I had all but forgotten about this little challenge until today. As I was making a salad for lunch, I finally thought of something. It's a little thing, but if I could make it into a habit I would be quite pleased with myself. So, I have decided to challenge myself to eating at least one raw meal a day for 21 days. I am starting the challenge a bit late, so I will plan on extending it a bit further past the group challenge.  However, I am excited about this.  I eat fairly health-consciously anyway, but I don't eat a lot of raw foods. Even though I know they are good for me, and it would add more variety to my diet, I have struggled with making this into a habit. So, for 21 days, I will persevere.  Since I can't think too far outside the box, my challenge will most likely mean that I will have a smoothie or a salad for lunch. But, with the challenge underway, I think I will go out of my way to make this interesting and varied.
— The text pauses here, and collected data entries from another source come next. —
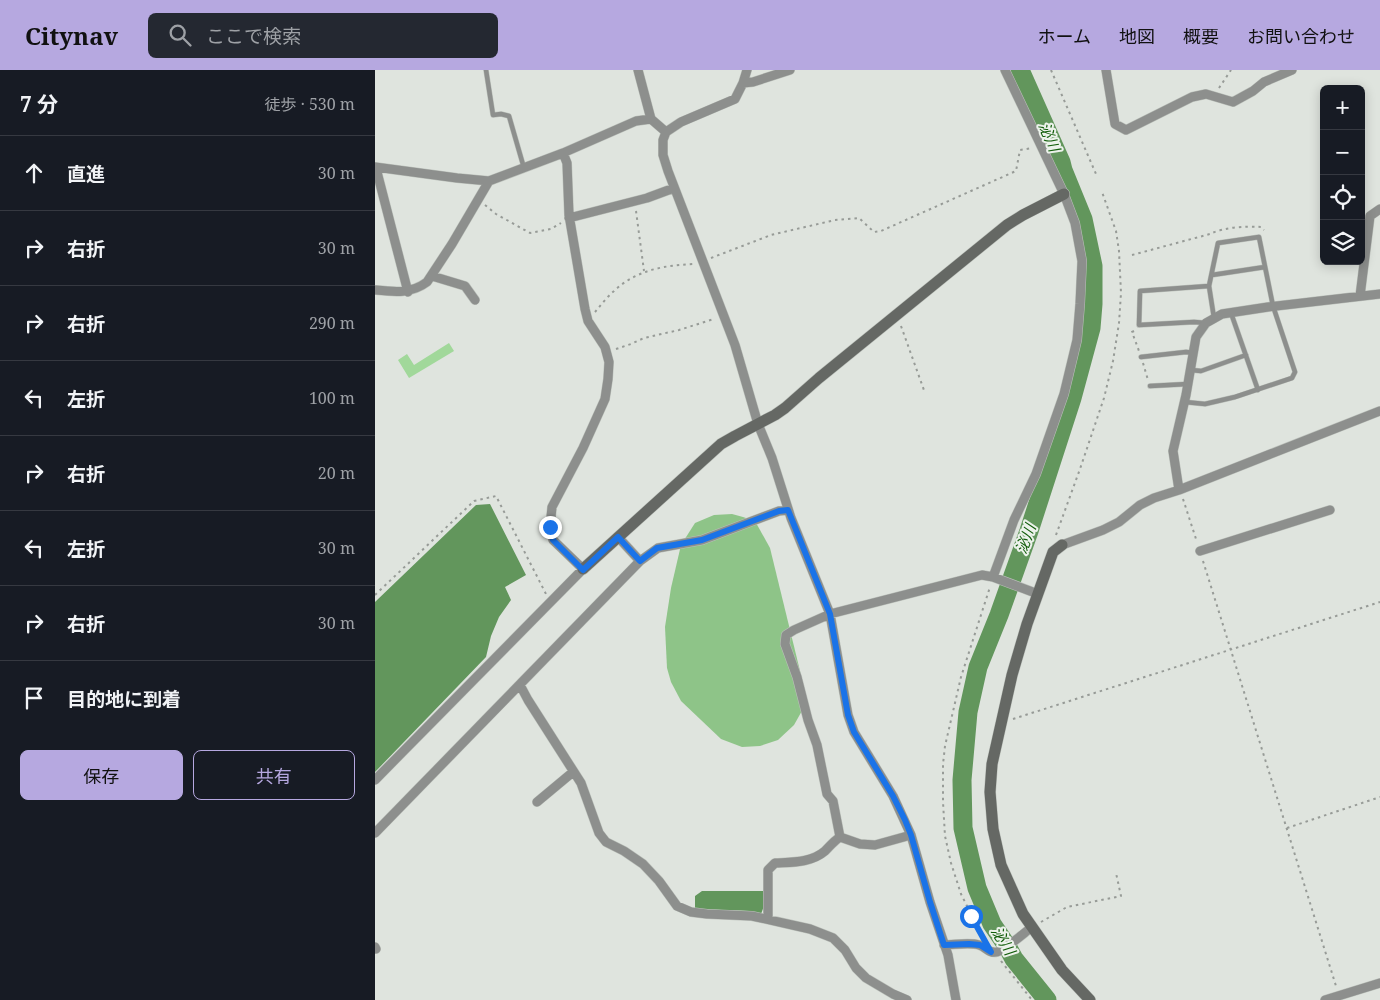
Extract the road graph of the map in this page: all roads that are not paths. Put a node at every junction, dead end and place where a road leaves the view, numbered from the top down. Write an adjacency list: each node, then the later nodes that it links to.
1 (486, 70): 13 (lane)
2 (638, 70): 9 (street)
3 (747, 70): 8 (street)
4 (790, 70): 8 (street)
5 (1005, 70): 16 (street)
6 (1106, 70): 7 (street)
7 (1292, 70)
8 (743, 83): 10 (street)
9 (651, 120): 10 (street); 11 (street)
10 (666, 132): 15 (street)
11 (563, 153): 13 (street); 18 (street)
12 (376, 168): 14 (street); 24 (street)
13 (524, 168): 14 (street)
14 (489, 181): 21 (street)
15 (674, 188): 18 (street); 41 (street)
16 (1063, 194): 41 (street); 50 (street)
17 (1380, 209): 26 (street)
18 (569, 218): 49 (street)
19 (1265, 267): 20 (lane); 20 (lane); 28 (lane)
20 (1211, 275): 22 (lane)
21 (432, 276): 24 (street); 27 (street)
22 (1209, 286): 30 (lane); 31 (lane)
23 (375, 290): 24 (street)
24 (408, 292)
25 (1380, 294): 26 (street)
26 (1360, 296): 28 (street)
27 (475, 300)
28 (1273, 306): 29 (street); 38 (lane)
29 (1231, 313): 30 (street); 33 (lane)
30 (1214, 318): 31 (street)
31 (1206, 323): 32 (street)
32 (1194, 353): 34 (lane); 35 (street)
33 (1246, 356): 35 (lane); 38 (lane)
34 (1141, 357)
35 (1191, 370): 36 (street)
36 (1188, 384): 37 (lane); 39 (street)
37 (1150, 386)
38 (1258, 390): 39 (lane)
39 (1185, 402): 42 (street)
40 (1380, 411): 42 (street)
41 (757, 424): 43 (street); 45 (street)
42 (1179, 490): 46 (street)
43 (788, 510): 48 (street); 52 (street)
44 (1330, 510): 47 (street)
45 (618, 537): 48 (street); 49 (street)
46 (1058, 549): 51 (street)
47 (1200, 551)
48 (640, 561): 53 (street)
49 (583, 570): 55 (street)
50 (996, 579): 51 (street); 52 (street)
51 (1034, 593): 61 (street)
52 (830, 614): 58 (street); 59 (street)
53 (520, 685): 54 (street); 57 (street)
54 (573, 772): 56 (street); 60 (street)
55 (375, 780)
56 (537, 802)
57 (375, 833)
58 (911, 835): 59 (street); 62 (street)
59 (840, 837): 60 (street)
60 (767, 919): 64 (street)
61 (1032, 927): 62 (street); 66 (street)
62 (944, 945): 65 (street)
63 (1380, 983): 67 (street)
64 (907, 1000)
65 (956, 1000)
66 (1090, 1000)
67 (1325, 1000)

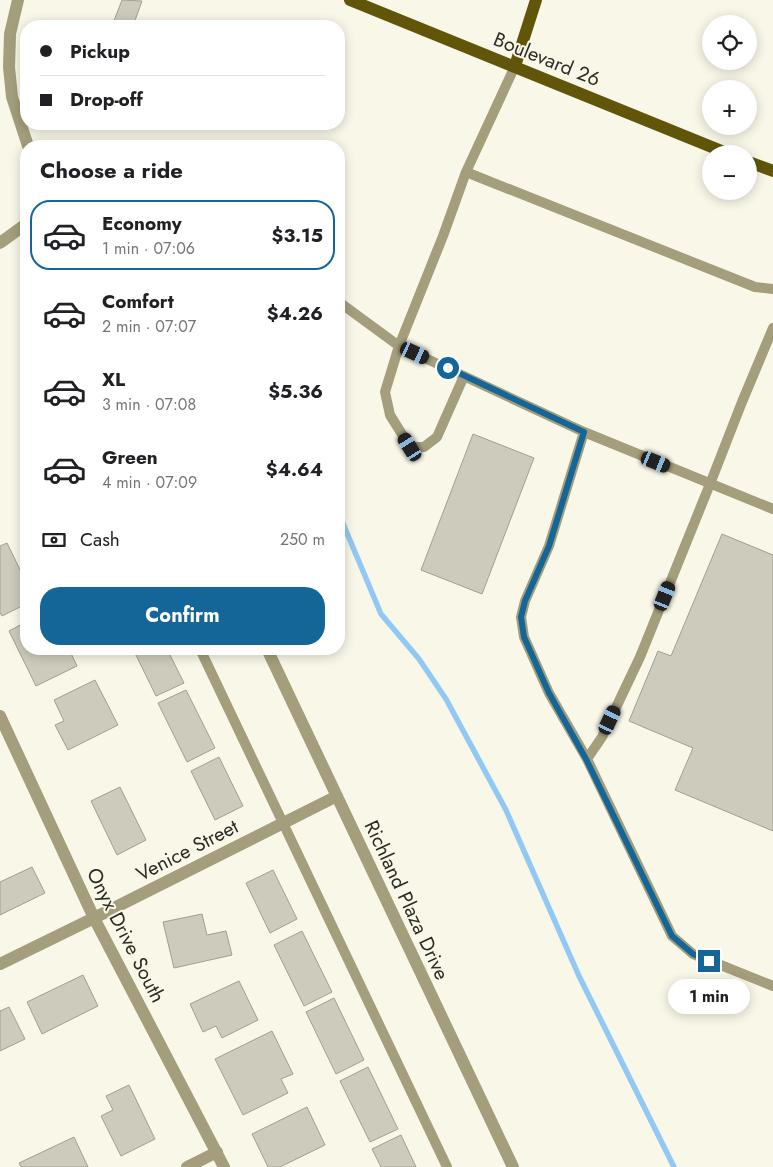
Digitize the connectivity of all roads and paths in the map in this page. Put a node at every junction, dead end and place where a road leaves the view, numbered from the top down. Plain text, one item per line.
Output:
1 (18, 0) edge
2 (350, 0) edge
3 (536, 0) edge
4 (515, 66) junction
5 (5, 67) edge
6 (20, 122) edge
7 (708, 145) edge
8 (757, 165) edge
9 (773, 171) edge
10 (466, 172) junction
11 (20, 228) edge
12 (0, 243) edge
13 (773, 289) edge
14 (345, 306) edge
15 (773, 328) edge
16 (399, 346) junction
17 (464, 376) junction
18 (584, 432) junction
19 (710, 484) junction
20 (773, 509) edge
21 (203, 655) edge
22 (270, 655) edge
23 (0, 716) edge
24 (586, 759) junction
25 (336, 796) junction
26 (283, 823) junction
27 (94, 918) junction
28 (0, 964) edge
29 (773, 986) edge
30 (217, 1152) junction
31 (187, 1167) edge
32 (224, 1167) edge
33 (447, 1167) edge
34 (513, 1167) edge

1 - 5 street
2 - 4 main road, Boulevard 26
3 - 4 main road
4 - 7 main road, Boulevard 26
4 - 10 lane
5 - 6 street
8 - 9 main road
10 - 13 lane
10 - 16 lane
11 - 12 street
14 - 16 lane
15 - 19 lane
16 - 17 lane
16 - 17 lane
17 - 18 lane
18 - 19 lane
18 - 24 lane
19 - 20 lane
19 - 24 lane
21 - 26 lane
22 - 25 street, Richland Plaza Drive
23 - 27 street, Onyx Drive South
24 - 29 lane
25 - 26 street, Venice Street
25 - 34 street, Richland Plaza Drive
26 - 27 street, Venice Street
26 - 33 lane
27 - 28 street, Venice Street
27 - 30 street, Onyx Drive South
30 - 31 street
30 - 32 street, Onyx Drive South

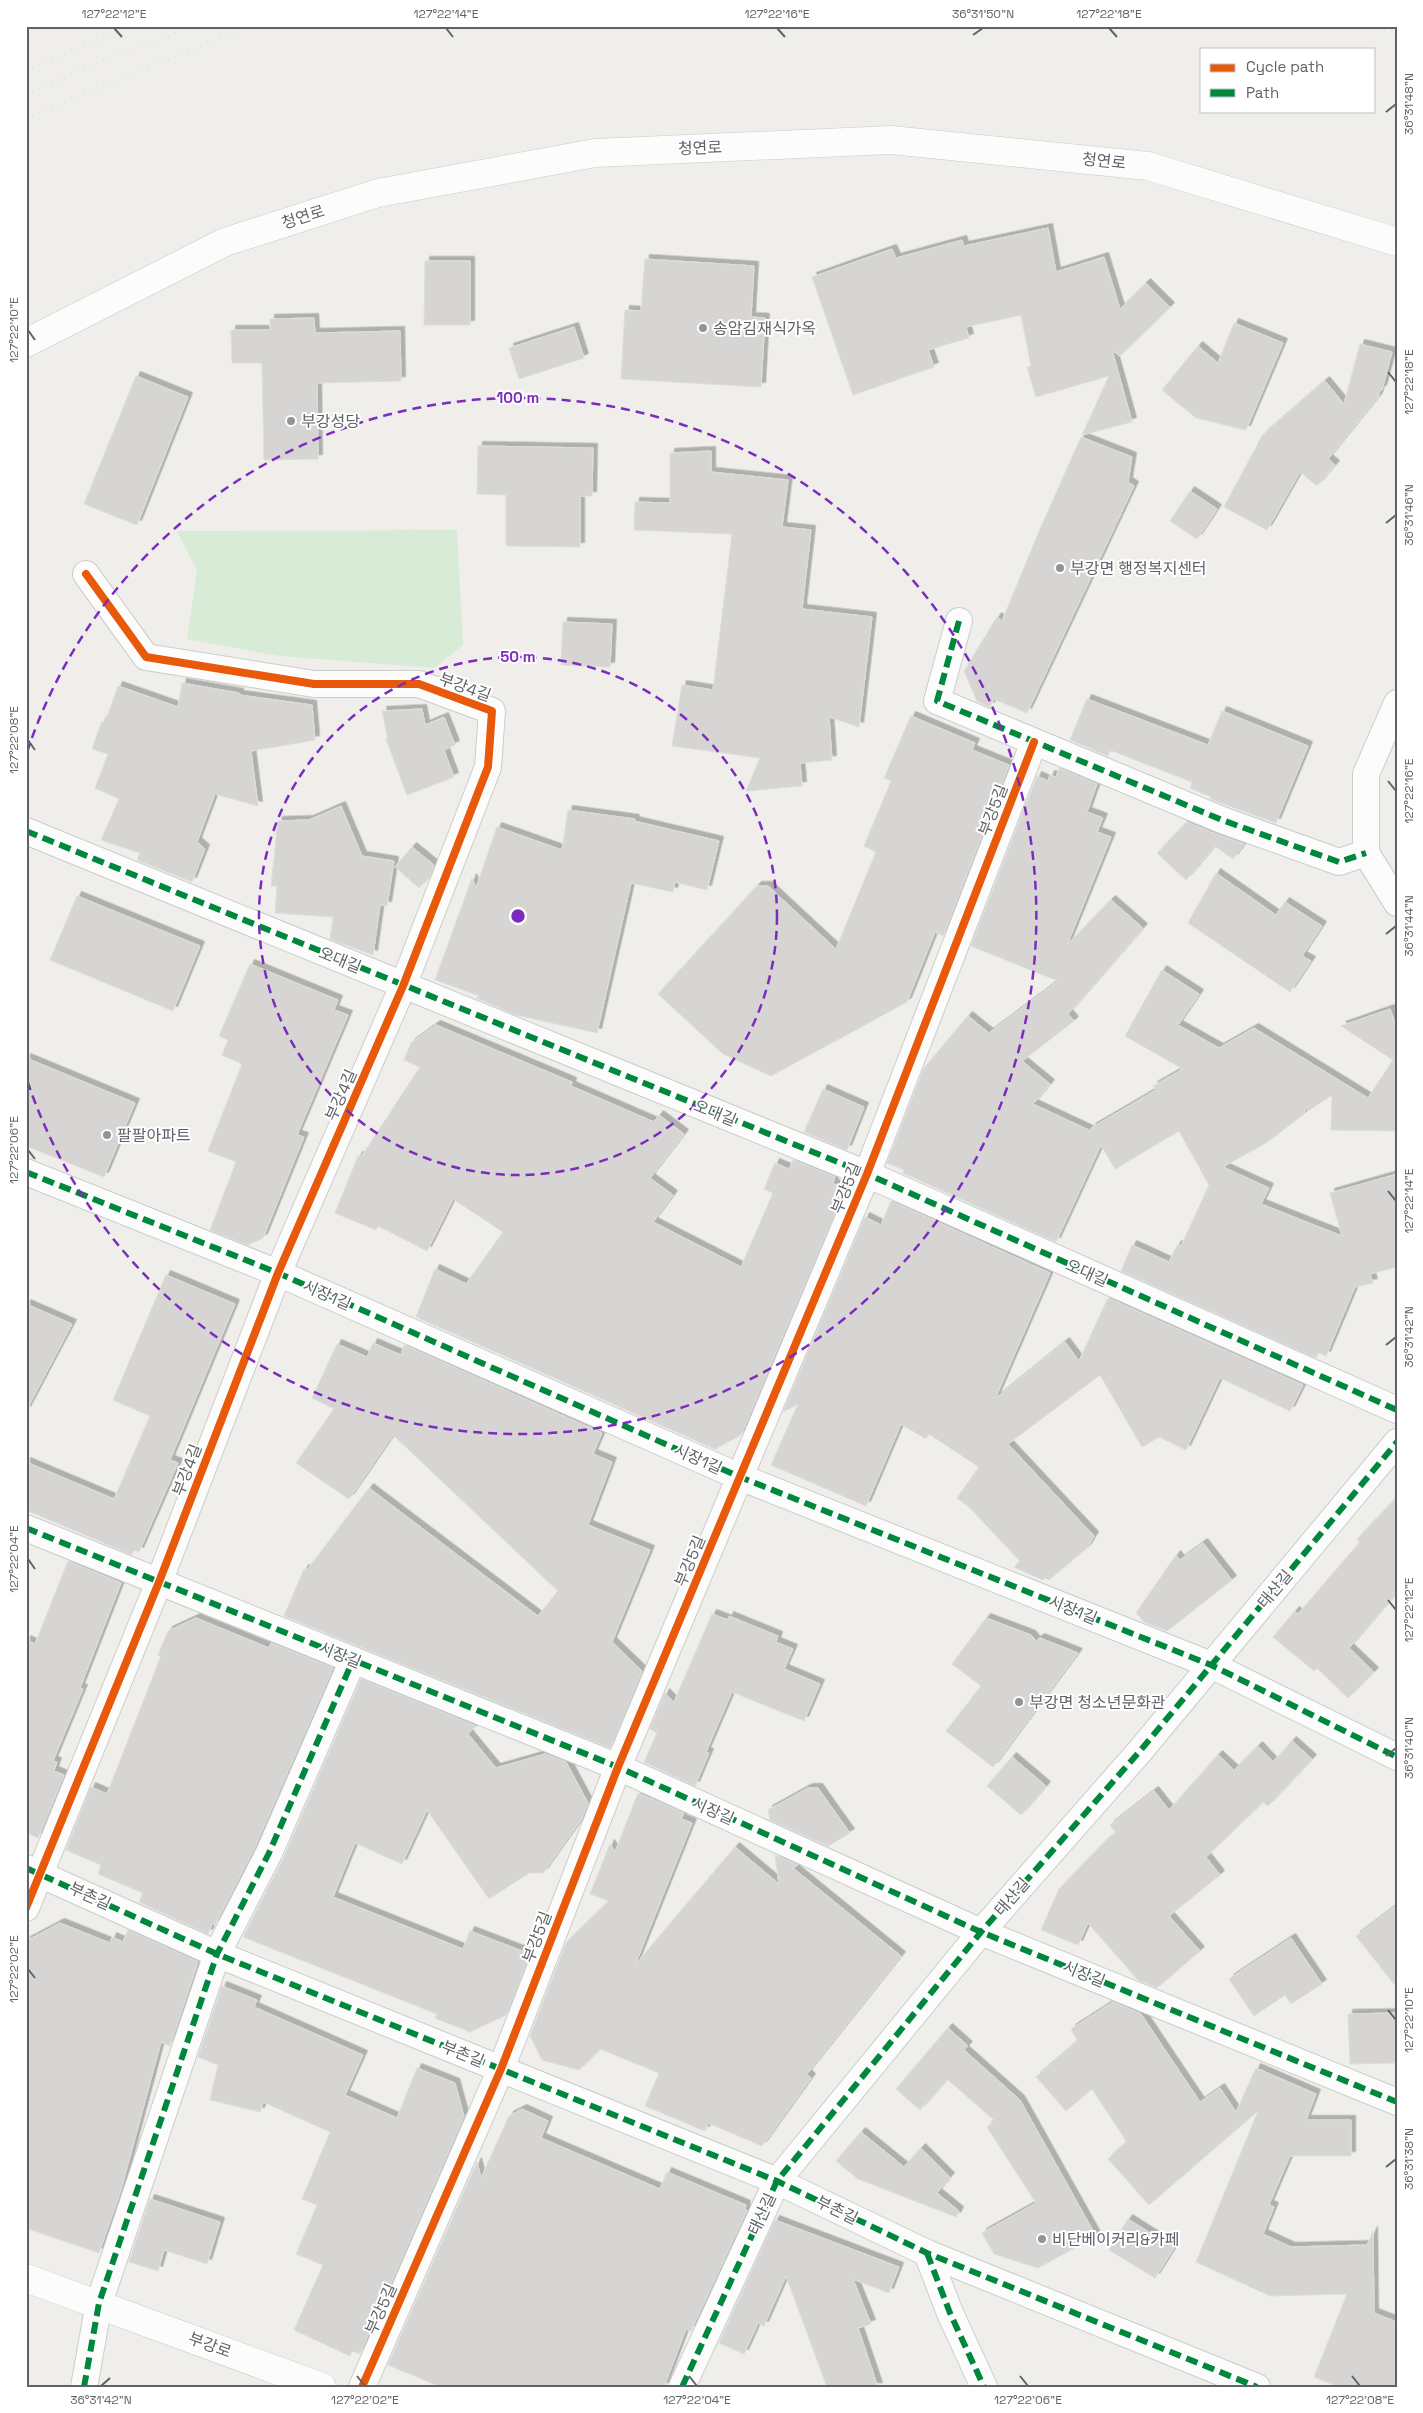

We'll see.

So, here we go....DAY 1!

Nice salad of mixed baby greens, sliced sweet peppers, carrots, avocado, Kalamata olives, sesame seeds, sunflower seeds and Udo's Oil and balsamic.

Because I thought it looked lonely, though, I added a whole grapefruit. Does anyone else eat grapefruit like an orange, or is it just me?

For my six-year-old lunch date, this is what was served for lunch: mini sweet peppers, baby carrots, hummus, leftover pizza, avocado, small orange, grape tomatoes, and sunflower seeds.

And here is what was leftover when he was done.  I tried to keep track of the order he ate things in, and it turned out to be peppers, orange, carrots, tomatoes, avocado, and sunflower seeds - in that order. He obviously took one bite of pizza and didn't touch the hummus.  The hummus surprised me, because he is usually a hummus fan.  I don't think he likes this olive hummus I bought. So, kids don't eat veggies, eh?

I won't show my plate after eating, because I ate it all, and it wasn't pretty. The lone exception - the two little tomatoes, which didn't taste that flavorful to me.

Want to eat healthier? Consider joining me on this three-week challenge. Should be interesting. 

As for running, not much to report there...or rather, too much to report. Not doing much running. Going on six weeks with this IT band issue. It's still unhappy. We're doing sort of a cha-cha approach to (what I hope in the end will be) healing.  Two steps forward, one step back, two steps forward, one step back.  More on it later.

Happy Running...or Eating...or Whatever You Do!